Opus Dei : l’intrigant ami de Robert Ménard
Rue 89 Olivier Pechter (5 juillet 2013)
Robert Ménard au Local de Serge Ayoub. Robert Ménard président d’un comité de soutien « identitaire ». Robert Ménard en campagne pour la mairie de Béziers avec le soutien du FN...
Si on pensait tout savoir des accointances extrémistes du journaliste sans frontières politiques, son passage de la FA (Fédération anarchiste) au FN (Front national) en l’espace de quelques décennies demeurait un certain mystère.

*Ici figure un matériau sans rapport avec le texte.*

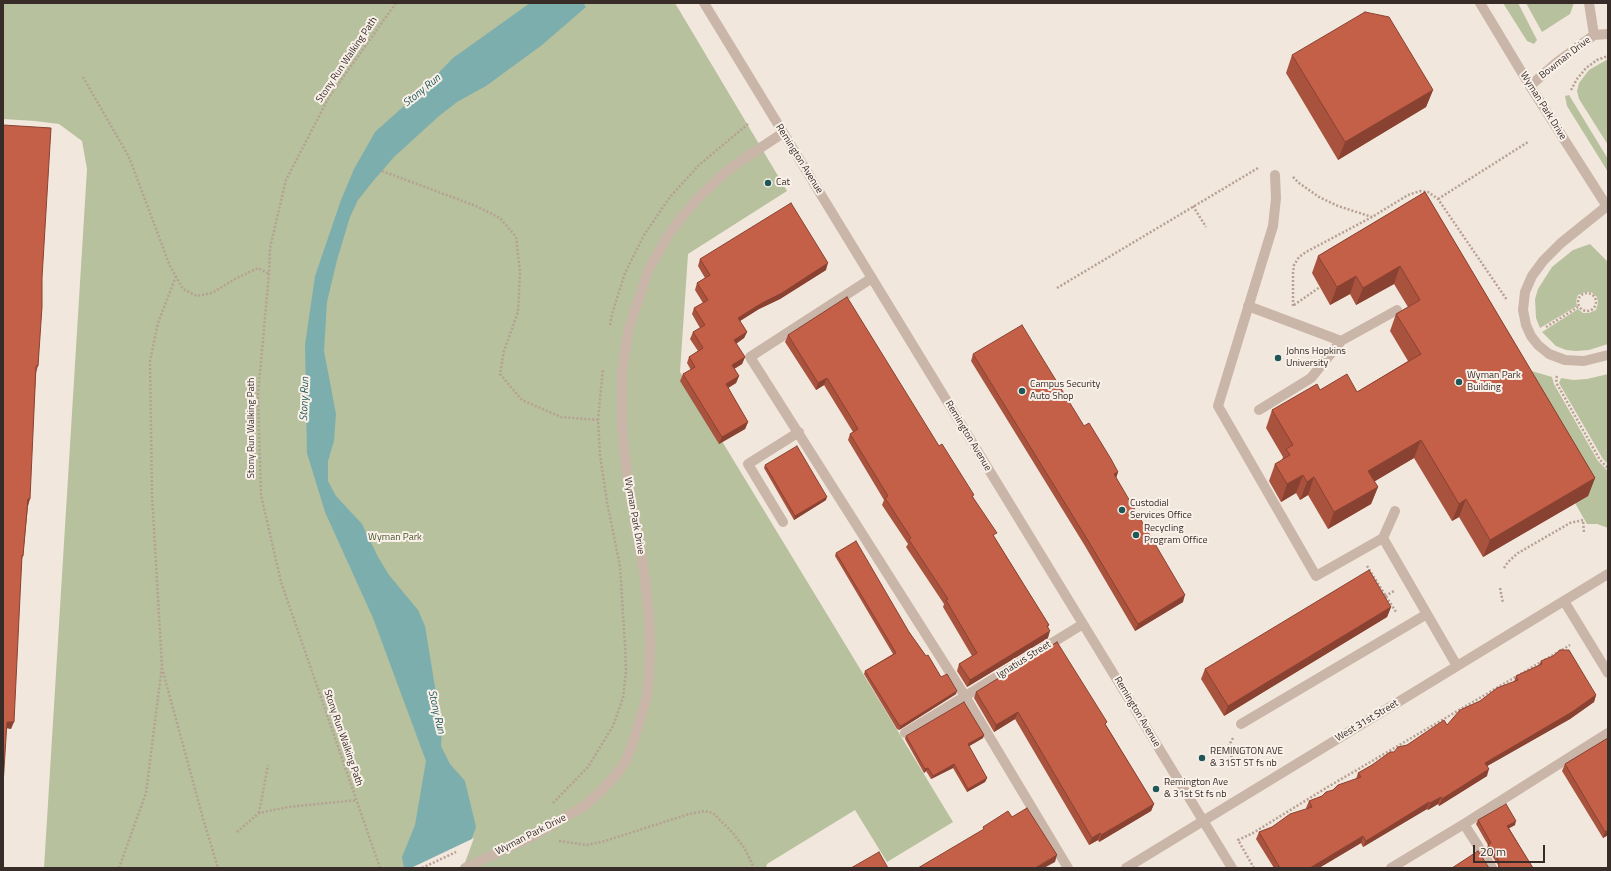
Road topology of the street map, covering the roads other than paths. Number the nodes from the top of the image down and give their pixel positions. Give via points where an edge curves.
1 (704, 3) edge
2 (1480, 3) edge
3 (1589, 3) edge
4 (1608, 34) edge
5 (1594, 35) junction
6 (1530, 86) junction
7 (783, 133) junction
8 (1275, 175) dead end
9 (1607, 207) edge
10 (872, 278) junction
11 (1248, 306) junction
12 (1397, 310) dead end
13 (1341, 341) junction
14 (1608, 355) edge
15 (1258, 410) dead end
16 (799, 432) junction
17 (1395, 511) dead end
18 (783, 522) dead end
19 (1383, 538) junction
20 (1608, 574) edge
21 (1564, 600) junction
22 (1427, 614) junction
23 (1083, 624) junction
24 (1457, 666) junction
25 (1608, 673) edge
26 (965, 696) junction
27 (1241, 724) dead end
28 (905, 733) dead end
29 (1608, 733) edge
30 (1203, 820) junction
31 (1464, 824) junction
32 (465, 868) edge
33 (1068, 868) edge
34 (1126, 868) edge
35 (1232, 868) edge
36 (1391, 868) edge
37 (1492, 868) edge

1 - 7 street, Remington Avenue
2 - 6 street, Wyman Park Drive
3 - 5 street, Bowman Drive
4 - 5 street
5 - 6 street, Bowman Drive
6 - 9 street, Wyman Park Drive
7 - 10 street, Remington Avenue
7 - 32 street, Wyman Park Drive via 739,162 700,196 668,234 649,269 629,328 622,370 621,404 627,475 649,614 649,674 647,697 626,761 616,776 584,806 537,834
8 - 11 street via 1273,226
9 - 14 street via 1561,243 1543,261 1525,292 1523,310 1531,336 1538,346 1550,354 1565,360 1584,361
10 - 16 street via 750,357
10 - 23 street, Remington Avenue
11 - 13 street
11 - 19 street via 1218,406 1316,576
12 - 13 street
13 - 15 street via 1311,378
16 - 18 street via 748,464
16 - 26 street
17 - 19 street
19 - 22 street
20 - 21 street, West 31st Street
21 - 24 street, West 31st Street
21 - 25 street
22 - 24 street
22 - 27 street
23 - 26 street, Ignatius Street
23 - 30 street, Remington Avenue
24 - 30 street, West 31st Street
26 - 28 street, Ignatius Street
26 - 33 street
29 - 31 street
30 - 34 street, West 31st Street
30 - 35 street, Remington Avenue
31 - 36 street
31 - 37 street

On le savait travaillé par la « mémoire algérienne ». Sa rencontre en
2000 avec Emmanuelle Duverger, une ancienne militante des droits de
l’homme (FIDH), qui deviendra sa femme, fut un tournant. Un nouvel élément de réponse apparaît peut-être aujourd’hui.
Robert Ménard lançait en octobre 2012 le site Boulevard Voltaire aux côtés, officiellement, du journaliste Dominique Jamet, et d’Emmanuelle Duverger.
Lorsqu’une tribune paraît dans Le Monde pour répondre aux critiques faites au tout nouveau média, elle est signée par ces trois mêmes personnes, montrant par là qui est censé l’incarner.
Fourmis vertes
Et pourtant, une quatrième personne a cofondé le site : Denis
Cheyrouze. Il n’apparaît jamais en tant que tel mais son implication est
totale : publiant une vingtaine de tribunes sur le site, parmi les plus
virulentes (contre les Femen, contre les musulmans) ; animant son compte Twitter ; participant à la mise en ligne des articles, et s’occupant de l’hébergement internet.
A propos des musulmans, il a écrit ce conte sur le site :
« Ailleurs, d’autres fourmis, vertes celles-ci,
restaient dominées par l’ignorance. Elles vénéraient un chef violent,
guerrier, jaloux, dont le souvenir les hantait. Des lunes et des lunes
après sa mort, elles lui restaient soumises.
Jalouses des richesses spirituelles et matérielles des petites
fourmis blanches sans en comprendre l’origine, les fourmis vertes
essayèrent de nombreuses fois de s’accaparer la fourmilière blanche. »
Au téléphone, Denis Cheyrouze refuse de répondre à nos questions :
« J’ai reçu vos questions par mail. Ça relève de la vie privée, et puis ça ne m’intéresse pas. Bon week-end. »
Il est juste le « webmestre » lâche-t-il, nous renvoyant vers Robert
Ménard, qui lui attribue alors la même fonction. « Il fait partie de
l’aventure comme bien d’autres gens », ajoute Ménard au cours d’une
première conversation.
Une figure de l’Opus Dei
En réalité, Denis Cheyrouze est bien plus que ça. Il est
vice-président de l’association éditrice du site, qui s’est donné pour
mission « d’informer et d’intervenir dans le champ de l’actualité, la
politique, la culture… », au même titre que Robert Ménard. Dominique
Jamet en est président et Emmanuelle Duverger la trésorière.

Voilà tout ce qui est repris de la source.